::: RECORDS SHOWN

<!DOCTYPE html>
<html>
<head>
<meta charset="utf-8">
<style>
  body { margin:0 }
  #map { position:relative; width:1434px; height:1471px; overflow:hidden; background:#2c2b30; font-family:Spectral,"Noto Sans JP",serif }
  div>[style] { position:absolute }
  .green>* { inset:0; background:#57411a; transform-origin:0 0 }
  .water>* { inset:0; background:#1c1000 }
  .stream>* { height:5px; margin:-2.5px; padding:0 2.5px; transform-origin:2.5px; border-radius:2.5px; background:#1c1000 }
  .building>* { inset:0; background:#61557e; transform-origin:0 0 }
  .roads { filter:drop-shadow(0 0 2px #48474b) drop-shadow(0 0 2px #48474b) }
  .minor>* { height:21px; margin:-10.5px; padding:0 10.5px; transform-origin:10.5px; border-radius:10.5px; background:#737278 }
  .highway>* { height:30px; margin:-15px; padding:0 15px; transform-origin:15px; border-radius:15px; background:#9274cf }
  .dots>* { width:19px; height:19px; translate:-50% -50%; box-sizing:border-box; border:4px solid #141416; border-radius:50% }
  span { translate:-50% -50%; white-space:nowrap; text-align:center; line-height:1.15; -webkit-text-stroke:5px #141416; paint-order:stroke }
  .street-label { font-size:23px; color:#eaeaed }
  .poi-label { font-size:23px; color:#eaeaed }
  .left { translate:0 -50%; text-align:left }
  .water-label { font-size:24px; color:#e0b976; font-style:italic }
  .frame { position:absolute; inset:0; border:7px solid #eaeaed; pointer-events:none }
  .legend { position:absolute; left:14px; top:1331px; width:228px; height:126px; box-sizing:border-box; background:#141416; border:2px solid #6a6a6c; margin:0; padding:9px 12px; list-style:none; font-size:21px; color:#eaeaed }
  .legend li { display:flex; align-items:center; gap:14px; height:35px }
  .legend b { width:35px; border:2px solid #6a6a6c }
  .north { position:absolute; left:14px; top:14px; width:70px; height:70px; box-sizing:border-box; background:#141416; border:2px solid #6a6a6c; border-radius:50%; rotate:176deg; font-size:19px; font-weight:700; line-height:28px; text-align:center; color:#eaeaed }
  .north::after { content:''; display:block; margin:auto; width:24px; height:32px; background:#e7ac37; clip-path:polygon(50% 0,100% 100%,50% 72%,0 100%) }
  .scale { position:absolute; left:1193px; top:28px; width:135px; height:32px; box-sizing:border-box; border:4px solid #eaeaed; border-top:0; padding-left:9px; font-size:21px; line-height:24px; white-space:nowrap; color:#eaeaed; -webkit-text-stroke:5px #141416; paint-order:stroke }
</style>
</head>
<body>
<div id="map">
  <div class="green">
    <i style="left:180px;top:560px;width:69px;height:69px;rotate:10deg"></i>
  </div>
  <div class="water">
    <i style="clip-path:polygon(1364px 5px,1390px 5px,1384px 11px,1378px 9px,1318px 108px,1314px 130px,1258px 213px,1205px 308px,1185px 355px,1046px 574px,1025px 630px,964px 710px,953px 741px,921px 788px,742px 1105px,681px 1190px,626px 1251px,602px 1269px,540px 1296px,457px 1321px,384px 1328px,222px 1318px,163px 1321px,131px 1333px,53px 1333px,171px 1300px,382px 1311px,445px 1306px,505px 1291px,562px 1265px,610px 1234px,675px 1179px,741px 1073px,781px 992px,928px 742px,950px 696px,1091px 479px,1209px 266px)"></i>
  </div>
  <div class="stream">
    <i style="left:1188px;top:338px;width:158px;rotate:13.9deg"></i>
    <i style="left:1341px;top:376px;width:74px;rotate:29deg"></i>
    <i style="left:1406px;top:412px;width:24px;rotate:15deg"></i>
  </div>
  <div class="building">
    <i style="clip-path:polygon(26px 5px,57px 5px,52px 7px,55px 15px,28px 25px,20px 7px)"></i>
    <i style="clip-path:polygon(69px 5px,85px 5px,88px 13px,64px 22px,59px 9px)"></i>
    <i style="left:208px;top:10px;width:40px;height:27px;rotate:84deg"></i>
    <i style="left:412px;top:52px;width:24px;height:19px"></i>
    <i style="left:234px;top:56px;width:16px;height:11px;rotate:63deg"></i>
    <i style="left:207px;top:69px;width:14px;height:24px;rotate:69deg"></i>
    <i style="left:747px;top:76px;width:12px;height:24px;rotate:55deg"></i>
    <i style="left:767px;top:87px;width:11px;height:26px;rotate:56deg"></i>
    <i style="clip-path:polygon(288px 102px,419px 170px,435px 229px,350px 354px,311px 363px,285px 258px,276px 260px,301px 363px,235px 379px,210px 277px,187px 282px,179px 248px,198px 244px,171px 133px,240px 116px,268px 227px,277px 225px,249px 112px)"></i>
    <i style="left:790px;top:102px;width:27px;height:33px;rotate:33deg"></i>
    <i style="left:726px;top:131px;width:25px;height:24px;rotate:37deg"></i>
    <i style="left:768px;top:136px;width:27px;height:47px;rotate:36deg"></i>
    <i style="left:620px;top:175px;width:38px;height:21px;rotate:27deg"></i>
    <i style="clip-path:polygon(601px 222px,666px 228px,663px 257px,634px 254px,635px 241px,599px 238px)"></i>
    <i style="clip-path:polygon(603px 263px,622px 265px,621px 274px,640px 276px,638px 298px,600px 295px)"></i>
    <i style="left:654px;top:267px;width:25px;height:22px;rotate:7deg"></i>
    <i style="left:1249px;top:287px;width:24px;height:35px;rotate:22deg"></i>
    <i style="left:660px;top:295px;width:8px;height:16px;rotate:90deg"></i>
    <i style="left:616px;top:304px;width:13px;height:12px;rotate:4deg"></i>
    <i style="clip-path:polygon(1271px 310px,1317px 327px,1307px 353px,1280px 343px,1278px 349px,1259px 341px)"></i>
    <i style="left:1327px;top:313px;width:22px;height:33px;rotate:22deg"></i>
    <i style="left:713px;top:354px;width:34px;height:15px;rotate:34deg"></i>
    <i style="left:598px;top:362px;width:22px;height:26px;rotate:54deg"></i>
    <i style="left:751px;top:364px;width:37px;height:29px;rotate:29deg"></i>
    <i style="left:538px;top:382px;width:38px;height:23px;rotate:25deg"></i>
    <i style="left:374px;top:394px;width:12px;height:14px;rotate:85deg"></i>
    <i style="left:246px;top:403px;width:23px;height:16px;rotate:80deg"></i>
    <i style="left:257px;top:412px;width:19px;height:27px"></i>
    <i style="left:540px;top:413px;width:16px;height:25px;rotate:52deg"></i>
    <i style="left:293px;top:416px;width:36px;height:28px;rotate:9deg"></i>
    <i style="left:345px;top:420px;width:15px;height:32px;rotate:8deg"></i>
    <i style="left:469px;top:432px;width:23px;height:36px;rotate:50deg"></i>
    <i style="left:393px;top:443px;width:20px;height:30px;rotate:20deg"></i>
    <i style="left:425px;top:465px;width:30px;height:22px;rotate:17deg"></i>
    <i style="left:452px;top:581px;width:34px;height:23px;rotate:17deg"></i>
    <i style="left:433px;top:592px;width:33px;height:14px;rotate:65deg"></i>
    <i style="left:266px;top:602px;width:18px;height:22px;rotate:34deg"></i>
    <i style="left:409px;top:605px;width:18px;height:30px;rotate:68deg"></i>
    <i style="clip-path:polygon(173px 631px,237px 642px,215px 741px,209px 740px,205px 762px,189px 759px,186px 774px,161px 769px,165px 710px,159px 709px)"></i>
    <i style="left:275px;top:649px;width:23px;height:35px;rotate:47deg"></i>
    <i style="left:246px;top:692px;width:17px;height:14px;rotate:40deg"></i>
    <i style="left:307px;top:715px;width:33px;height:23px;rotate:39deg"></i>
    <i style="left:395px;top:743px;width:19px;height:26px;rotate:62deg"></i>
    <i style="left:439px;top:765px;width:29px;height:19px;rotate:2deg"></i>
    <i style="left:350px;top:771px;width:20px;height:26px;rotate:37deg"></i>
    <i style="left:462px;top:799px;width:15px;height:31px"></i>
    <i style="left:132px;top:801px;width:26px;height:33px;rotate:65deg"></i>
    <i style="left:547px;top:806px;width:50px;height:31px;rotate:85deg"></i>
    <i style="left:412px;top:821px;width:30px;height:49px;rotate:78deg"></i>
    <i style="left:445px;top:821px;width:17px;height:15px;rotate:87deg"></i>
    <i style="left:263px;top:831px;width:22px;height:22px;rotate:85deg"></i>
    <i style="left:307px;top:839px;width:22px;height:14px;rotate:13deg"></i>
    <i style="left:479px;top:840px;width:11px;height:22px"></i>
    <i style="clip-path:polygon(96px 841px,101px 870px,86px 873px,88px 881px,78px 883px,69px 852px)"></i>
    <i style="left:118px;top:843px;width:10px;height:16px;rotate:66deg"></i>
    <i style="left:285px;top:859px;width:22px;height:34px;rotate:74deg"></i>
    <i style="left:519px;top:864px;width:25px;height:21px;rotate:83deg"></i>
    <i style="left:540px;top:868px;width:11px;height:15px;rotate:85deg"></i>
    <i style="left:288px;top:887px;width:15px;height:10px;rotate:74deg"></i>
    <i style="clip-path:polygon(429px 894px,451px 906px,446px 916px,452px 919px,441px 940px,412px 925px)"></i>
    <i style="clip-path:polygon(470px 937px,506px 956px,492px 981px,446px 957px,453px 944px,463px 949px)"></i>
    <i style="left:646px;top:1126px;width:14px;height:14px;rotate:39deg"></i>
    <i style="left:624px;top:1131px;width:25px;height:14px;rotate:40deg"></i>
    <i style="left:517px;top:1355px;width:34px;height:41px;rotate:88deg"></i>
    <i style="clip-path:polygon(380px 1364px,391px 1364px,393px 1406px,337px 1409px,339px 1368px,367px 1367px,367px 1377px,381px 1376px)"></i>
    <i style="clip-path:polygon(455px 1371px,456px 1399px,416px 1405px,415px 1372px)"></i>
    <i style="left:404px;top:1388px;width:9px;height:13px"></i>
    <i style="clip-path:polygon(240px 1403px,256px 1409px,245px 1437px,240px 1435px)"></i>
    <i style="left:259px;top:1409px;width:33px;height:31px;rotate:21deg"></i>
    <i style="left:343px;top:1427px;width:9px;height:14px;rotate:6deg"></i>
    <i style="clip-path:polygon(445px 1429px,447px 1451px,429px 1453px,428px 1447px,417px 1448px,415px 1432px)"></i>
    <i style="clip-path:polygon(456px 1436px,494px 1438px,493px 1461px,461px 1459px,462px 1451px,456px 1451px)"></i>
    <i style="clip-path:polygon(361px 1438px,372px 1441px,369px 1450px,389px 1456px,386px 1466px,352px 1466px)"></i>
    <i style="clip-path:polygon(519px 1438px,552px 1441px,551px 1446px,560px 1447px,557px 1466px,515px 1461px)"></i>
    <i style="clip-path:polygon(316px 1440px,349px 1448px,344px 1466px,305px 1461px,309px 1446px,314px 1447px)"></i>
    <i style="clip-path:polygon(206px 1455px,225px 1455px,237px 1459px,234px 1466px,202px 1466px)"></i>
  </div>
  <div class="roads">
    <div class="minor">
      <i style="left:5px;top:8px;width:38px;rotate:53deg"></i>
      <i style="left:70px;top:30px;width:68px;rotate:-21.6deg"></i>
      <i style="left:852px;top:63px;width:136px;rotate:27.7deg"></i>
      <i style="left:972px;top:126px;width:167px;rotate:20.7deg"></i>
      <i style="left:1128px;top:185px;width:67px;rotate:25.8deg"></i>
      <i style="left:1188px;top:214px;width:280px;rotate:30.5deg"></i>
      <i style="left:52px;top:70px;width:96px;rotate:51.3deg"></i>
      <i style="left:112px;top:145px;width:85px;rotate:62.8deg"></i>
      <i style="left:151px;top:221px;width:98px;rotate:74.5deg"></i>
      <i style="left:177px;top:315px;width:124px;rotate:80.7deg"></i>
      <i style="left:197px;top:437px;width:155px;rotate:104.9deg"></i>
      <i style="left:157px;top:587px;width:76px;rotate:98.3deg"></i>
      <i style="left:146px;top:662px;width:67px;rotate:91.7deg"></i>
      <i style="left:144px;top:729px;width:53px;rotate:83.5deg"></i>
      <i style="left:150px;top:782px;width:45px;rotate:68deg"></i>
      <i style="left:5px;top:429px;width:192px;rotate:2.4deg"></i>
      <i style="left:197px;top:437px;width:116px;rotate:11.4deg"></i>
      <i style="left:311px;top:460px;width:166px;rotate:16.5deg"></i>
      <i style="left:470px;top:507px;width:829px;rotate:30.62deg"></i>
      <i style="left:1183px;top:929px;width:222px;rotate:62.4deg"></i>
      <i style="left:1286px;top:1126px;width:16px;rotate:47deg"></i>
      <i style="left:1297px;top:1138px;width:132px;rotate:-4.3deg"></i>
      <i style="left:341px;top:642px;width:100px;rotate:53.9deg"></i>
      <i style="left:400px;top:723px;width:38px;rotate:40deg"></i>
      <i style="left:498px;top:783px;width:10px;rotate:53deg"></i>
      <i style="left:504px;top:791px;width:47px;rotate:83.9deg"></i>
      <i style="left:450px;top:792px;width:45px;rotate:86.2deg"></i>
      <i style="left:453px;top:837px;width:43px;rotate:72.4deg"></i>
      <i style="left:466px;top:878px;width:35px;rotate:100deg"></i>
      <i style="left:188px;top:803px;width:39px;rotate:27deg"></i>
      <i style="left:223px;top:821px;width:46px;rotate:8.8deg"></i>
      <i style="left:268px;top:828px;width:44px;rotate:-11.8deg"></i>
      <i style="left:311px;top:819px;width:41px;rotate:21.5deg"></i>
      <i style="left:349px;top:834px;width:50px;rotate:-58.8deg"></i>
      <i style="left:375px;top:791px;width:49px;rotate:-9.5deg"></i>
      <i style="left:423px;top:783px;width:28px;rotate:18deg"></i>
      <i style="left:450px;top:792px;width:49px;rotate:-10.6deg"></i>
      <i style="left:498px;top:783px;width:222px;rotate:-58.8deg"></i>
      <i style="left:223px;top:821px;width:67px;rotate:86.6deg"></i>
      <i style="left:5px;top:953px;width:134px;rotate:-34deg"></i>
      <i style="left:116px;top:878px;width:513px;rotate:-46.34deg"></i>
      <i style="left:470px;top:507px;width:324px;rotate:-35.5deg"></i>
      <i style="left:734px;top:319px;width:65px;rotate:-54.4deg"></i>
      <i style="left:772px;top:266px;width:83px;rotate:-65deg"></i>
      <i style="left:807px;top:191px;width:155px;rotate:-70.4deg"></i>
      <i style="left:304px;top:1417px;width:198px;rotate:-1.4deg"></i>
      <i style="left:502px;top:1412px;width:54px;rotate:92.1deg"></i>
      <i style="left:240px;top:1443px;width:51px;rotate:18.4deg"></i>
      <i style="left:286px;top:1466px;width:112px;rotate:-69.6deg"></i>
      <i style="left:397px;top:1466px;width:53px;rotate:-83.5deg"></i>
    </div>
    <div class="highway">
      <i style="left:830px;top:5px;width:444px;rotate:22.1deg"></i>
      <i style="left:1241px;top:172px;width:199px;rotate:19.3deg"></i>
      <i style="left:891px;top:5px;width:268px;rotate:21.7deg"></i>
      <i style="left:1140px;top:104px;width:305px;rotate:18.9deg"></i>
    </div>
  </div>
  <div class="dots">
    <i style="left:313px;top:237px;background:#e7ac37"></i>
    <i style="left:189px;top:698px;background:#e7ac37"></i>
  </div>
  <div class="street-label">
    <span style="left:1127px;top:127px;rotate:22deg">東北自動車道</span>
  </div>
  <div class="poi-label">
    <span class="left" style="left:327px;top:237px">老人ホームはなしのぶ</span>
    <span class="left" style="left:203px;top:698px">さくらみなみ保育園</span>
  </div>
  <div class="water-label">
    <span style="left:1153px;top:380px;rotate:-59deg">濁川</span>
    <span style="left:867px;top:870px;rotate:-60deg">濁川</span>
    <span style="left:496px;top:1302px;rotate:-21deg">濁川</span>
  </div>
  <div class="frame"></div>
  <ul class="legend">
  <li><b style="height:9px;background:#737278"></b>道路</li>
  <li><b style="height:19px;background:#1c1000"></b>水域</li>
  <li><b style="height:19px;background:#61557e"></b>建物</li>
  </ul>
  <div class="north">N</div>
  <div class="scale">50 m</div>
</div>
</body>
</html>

::::::

* [WHAT NEEDS TO BE DONE] Return all lines from the data above with "stream" in them.

* [THE ANSWER]
  .stream>* { height:5px; margin:-2.5px; padding:0 2.5px; transform-origin:2.5px; border-radius:2.5px; background:#1c1000 }
  <div class="stream">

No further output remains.